Even when Morrissey is giving praise these days, he seems to find a way to trample over someone else. Or in today’s installment of Days Of Our Moz (or was it As The Moz Turns?), the former Smiths singer penned a tribute to the late Richard Attenborough for sorta-official fan site True To You, and in it, he managed to bring up the deaths of Lauren Bacall and Robin Williams, expressing displeasure that Williams’ death took some of the spotlight away from Bacall’s.

Moz wrote that it was “so sad that her death was overshadowed by that of Robin Williams. It was Lauren, not Robin, who changed motion picture history. Yet modern media has an odd way of forgetting the more senior servers of the arts.”

Attenborough, as Stereogum points out, starred in the 1947 film Brighton Rock that inspired Morrissey’s Now My Heart Is Full, off 1994’s Vauxhall and I song “Now My Heart Is Full.”

Here’s Morrissey’s full statement on Attenborough; meanwhile, he’s currently looking for a label after recently parting ways with Harvest Records, which issued this summer’s World Peace Is None Of Your Business

Richard Attenborough dies

26 August 2014

“I was thrilled beyond words to have met Richard Attenborough, who, of course, played Pinkie in Brighton Rock (1947), a central theme of my song Now my heart is full. When I met Sir Richard he was delightful, and I asked him if Brighton Rock seemed like a hundred years ago. He replied ’Oh, much more than that…’.
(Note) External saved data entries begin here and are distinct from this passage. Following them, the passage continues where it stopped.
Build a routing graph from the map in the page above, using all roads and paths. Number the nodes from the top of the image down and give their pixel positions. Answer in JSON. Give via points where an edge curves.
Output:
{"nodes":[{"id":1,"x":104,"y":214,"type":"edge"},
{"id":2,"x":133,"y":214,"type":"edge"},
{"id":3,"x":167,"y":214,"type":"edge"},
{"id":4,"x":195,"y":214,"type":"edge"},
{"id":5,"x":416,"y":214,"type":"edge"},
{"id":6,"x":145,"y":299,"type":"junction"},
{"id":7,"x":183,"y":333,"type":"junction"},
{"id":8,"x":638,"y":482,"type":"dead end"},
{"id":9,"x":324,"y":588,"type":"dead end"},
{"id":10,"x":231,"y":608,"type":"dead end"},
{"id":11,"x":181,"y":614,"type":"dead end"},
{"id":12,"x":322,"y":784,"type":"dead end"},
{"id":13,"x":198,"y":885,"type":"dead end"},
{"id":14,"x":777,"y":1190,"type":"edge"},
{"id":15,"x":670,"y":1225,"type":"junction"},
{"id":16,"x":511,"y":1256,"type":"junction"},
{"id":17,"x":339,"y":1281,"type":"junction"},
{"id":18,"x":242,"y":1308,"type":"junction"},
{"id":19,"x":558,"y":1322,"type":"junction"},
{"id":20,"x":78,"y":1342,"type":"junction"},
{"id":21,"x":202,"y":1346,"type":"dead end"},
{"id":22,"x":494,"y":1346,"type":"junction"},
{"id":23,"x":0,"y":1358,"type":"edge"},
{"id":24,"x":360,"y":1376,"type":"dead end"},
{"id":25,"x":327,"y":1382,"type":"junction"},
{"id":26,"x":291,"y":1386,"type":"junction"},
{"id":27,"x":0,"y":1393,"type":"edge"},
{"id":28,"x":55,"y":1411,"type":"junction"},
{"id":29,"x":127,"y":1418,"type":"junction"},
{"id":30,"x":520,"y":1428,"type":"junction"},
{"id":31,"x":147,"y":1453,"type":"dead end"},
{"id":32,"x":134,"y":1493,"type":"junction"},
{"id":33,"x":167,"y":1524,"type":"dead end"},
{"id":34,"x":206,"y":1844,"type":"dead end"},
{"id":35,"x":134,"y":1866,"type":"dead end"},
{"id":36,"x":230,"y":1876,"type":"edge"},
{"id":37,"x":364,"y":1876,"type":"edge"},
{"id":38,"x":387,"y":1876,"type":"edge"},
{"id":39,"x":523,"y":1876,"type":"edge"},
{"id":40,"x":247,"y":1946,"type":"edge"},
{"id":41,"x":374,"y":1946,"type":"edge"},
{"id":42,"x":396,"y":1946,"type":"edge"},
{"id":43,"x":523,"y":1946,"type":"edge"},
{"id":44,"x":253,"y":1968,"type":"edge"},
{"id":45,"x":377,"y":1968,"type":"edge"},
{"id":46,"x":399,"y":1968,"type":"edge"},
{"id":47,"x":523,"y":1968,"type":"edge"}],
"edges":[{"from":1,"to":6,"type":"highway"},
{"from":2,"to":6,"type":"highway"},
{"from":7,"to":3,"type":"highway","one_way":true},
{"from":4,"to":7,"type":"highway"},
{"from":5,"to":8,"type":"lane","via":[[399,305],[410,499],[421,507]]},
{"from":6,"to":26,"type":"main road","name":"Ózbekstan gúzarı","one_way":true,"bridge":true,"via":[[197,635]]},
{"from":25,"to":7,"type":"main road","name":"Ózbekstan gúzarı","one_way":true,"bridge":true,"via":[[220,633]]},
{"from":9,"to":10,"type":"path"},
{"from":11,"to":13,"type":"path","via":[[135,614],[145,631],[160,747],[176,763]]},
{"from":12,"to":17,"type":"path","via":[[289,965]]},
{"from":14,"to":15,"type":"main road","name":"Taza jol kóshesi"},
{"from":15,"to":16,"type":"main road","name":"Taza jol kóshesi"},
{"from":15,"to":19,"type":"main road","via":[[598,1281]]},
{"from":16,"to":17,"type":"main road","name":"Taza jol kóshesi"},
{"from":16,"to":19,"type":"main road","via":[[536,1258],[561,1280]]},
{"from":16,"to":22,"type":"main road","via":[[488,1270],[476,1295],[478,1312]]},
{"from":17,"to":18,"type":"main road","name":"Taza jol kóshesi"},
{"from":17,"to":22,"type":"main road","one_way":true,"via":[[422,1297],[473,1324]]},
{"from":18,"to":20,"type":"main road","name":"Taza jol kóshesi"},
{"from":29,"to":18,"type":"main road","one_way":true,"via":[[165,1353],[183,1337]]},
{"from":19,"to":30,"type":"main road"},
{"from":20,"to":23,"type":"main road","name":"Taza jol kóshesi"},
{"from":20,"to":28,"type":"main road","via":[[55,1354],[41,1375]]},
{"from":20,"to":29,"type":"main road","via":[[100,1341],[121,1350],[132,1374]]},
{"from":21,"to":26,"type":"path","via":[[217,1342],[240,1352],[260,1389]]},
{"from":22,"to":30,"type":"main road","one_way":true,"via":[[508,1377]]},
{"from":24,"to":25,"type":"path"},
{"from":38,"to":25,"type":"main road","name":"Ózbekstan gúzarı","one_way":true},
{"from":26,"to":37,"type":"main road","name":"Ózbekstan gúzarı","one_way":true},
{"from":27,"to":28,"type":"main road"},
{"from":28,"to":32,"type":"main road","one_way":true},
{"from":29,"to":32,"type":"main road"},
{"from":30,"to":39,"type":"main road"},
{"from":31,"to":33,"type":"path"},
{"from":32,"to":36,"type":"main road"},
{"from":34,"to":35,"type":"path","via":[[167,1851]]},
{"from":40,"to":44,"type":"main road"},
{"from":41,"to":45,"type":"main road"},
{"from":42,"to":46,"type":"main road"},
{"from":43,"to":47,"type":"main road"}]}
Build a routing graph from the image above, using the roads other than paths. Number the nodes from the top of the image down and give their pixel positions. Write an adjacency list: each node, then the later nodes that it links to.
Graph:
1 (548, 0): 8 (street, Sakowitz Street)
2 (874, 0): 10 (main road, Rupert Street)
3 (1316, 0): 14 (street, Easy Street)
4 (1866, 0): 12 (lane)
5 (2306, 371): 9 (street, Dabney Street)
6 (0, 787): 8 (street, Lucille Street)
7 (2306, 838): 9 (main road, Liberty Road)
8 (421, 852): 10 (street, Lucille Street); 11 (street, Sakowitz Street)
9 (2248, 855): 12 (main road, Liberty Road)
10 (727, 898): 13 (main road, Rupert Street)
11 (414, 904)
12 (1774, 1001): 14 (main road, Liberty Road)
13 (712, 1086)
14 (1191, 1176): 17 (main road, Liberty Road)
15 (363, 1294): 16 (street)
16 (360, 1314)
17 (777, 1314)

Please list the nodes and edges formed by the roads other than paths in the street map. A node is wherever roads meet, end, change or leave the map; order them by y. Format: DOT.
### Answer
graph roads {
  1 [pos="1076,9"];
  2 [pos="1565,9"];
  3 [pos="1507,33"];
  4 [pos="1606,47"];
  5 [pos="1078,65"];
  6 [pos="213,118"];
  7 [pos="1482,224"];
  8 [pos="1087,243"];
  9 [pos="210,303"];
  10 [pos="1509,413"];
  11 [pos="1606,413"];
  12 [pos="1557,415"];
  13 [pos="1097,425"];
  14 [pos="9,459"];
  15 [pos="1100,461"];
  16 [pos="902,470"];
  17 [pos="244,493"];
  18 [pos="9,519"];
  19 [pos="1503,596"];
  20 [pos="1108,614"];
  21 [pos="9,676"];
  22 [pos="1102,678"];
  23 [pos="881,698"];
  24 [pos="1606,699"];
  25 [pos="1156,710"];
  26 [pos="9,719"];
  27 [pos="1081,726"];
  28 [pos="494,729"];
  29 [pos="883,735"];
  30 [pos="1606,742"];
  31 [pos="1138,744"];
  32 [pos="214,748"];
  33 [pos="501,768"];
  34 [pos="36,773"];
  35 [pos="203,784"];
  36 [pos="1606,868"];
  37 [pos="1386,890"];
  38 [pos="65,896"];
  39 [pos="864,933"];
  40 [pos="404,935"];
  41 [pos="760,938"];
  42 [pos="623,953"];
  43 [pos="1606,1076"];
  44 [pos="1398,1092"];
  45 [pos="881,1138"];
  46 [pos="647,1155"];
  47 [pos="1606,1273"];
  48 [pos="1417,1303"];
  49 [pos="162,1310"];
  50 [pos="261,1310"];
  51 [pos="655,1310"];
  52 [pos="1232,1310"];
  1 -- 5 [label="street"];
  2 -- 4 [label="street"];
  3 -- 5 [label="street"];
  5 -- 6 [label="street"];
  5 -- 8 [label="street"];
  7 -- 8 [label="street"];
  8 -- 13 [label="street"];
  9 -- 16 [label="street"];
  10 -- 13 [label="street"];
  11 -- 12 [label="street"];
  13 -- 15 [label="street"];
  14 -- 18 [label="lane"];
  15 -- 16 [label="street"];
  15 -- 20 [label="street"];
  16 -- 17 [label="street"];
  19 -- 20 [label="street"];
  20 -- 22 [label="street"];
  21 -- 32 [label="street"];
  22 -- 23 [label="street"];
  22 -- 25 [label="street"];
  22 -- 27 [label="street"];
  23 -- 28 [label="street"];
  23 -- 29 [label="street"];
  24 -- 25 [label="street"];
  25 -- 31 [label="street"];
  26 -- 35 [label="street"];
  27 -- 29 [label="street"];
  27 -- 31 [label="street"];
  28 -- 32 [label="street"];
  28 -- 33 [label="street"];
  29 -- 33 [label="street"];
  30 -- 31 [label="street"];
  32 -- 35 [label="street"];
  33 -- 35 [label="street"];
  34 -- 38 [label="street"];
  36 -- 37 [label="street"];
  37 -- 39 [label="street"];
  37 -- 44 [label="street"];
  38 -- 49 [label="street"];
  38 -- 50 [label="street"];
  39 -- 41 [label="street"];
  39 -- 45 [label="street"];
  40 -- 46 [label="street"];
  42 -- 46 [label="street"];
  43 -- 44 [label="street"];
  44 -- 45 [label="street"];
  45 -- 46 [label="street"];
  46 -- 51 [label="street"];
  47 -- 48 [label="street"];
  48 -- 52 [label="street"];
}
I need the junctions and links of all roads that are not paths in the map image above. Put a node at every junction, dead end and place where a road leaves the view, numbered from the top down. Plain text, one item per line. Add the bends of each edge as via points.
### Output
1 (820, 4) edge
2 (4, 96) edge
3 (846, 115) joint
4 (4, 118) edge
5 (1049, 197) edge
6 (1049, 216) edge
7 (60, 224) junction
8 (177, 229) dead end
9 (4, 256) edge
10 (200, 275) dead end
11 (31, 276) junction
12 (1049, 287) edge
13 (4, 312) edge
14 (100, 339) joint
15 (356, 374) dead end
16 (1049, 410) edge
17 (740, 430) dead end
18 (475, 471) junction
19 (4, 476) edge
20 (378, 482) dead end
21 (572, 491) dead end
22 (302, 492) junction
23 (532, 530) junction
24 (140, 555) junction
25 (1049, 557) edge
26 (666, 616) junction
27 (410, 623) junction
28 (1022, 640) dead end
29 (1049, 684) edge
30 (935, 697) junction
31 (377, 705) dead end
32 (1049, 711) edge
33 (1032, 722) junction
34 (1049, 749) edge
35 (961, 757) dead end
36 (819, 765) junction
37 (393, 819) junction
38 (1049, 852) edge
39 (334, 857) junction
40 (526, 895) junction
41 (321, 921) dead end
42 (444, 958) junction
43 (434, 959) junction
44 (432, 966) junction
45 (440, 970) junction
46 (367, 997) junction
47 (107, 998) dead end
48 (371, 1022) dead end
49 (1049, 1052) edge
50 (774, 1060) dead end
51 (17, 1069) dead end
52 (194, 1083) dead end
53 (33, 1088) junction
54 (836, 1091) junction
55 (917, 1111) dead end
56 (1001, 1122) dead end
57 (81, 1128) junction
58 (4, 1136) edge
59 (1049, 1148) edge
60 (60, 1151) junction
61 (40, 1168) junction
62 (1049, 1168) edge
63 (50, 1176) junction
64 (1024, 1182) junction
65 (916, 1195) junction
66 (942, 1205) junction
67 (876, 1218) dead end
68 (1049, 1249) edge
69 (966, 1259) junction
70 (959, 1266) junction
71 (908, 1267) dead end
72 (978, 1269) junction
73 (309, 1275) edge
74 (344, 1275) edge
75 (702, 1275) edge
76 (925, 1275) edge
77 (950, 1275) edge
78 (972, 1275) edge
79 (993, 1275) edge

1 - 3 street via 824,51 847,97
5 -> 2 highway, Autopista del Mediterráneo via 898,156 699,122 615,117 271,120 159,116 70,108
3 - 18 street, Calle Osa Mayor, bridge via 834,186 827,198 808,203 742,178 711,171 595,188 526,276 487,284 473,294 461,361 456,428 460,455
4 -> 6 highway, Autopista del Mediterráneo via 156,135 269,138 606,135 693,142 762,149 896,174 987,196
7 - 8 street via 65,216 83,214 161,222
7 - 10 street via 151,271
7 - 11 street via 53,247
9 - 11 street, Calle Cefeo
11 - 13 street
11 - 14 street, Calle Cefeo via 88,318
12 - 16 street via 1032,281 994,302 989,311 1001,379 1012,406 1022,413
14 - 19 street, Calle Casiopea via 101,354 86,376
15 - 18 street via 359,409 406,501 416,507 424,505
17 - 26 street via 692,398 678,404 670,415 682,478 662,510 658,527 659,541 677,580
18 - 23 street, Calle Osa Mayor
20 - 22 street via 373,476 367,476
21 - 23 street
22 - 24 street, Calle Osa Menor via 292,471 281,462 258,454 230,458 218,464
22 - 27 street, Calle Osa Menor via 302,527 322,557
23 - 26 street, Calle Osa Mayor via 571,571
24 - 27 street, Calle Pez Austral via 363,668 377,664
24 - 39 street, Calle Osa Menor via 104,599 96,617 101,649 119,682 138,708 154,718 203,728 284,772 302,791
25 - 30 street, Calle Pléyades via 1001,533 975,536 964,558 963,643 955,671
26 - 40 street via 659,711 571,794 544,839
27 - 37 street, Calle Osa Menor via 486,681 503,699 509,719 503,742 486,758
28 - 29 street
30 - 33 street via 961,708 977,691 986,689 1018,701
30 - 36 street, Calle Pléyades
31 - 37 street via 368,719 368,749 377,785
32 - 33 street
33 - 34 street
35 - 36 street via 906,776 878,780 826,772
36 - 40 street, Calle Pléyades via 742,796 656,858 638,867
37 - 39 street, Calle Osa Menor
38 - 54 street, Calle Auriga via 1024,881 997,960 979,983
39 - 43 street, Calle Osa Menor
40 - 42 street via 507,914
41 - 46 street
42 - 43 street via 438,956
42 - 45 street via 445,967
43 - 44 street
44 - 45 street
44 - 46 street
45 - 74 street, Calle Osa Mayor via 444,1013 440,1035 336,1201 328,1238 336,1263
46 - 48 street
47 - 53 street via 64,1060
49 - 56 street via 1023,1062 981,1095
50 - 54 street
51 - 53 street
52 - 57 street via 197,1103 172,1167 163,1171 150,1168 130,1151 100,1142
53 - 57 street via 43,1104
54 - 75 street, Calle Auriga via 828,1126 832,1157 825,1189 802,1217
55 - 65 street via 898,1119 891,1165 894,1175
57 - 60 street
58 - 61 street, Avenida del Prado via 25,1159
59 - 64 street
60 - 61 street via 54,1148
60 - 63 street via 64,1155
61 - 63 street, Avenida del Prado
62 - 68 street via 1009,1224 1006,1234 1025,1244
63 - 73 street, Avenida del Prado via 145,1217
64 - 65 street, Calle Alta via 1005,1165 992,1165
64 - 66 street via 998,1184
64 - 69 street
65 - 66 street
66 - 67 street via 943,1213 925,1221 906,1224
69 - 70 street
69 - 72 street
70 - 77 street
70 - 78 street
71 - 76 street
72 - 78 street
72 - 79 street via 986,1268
I also had the extraordinary pleasure of meeting the recently deceased Lauren Bacall … so beautiful, so cautious … and so sad that her death was overshadowed by that of Robin Williams. It was Lauren, not Robin, who changed motion picture history. Yet modern media has an odd way of forgetting the more senior servers of the arts. Dora Bryan, whom I knew personally in the late 80s, and who also died in recent weeks, had pitifully slim attention from the British news media, yet her talents were a treasured staple of British life throughout the 1950s, 1960s and beyond. Dora had agreed to introduce the Smiths onstage at the London Palladium in 1986, but at the last minute her agent asked for a fee which we, the Smiths, just couldn’t afford.

However, in our X-factory society, it seems that anyone who has NOT appeared on Big Brother just isn’t worth remembering by the British media … alas.”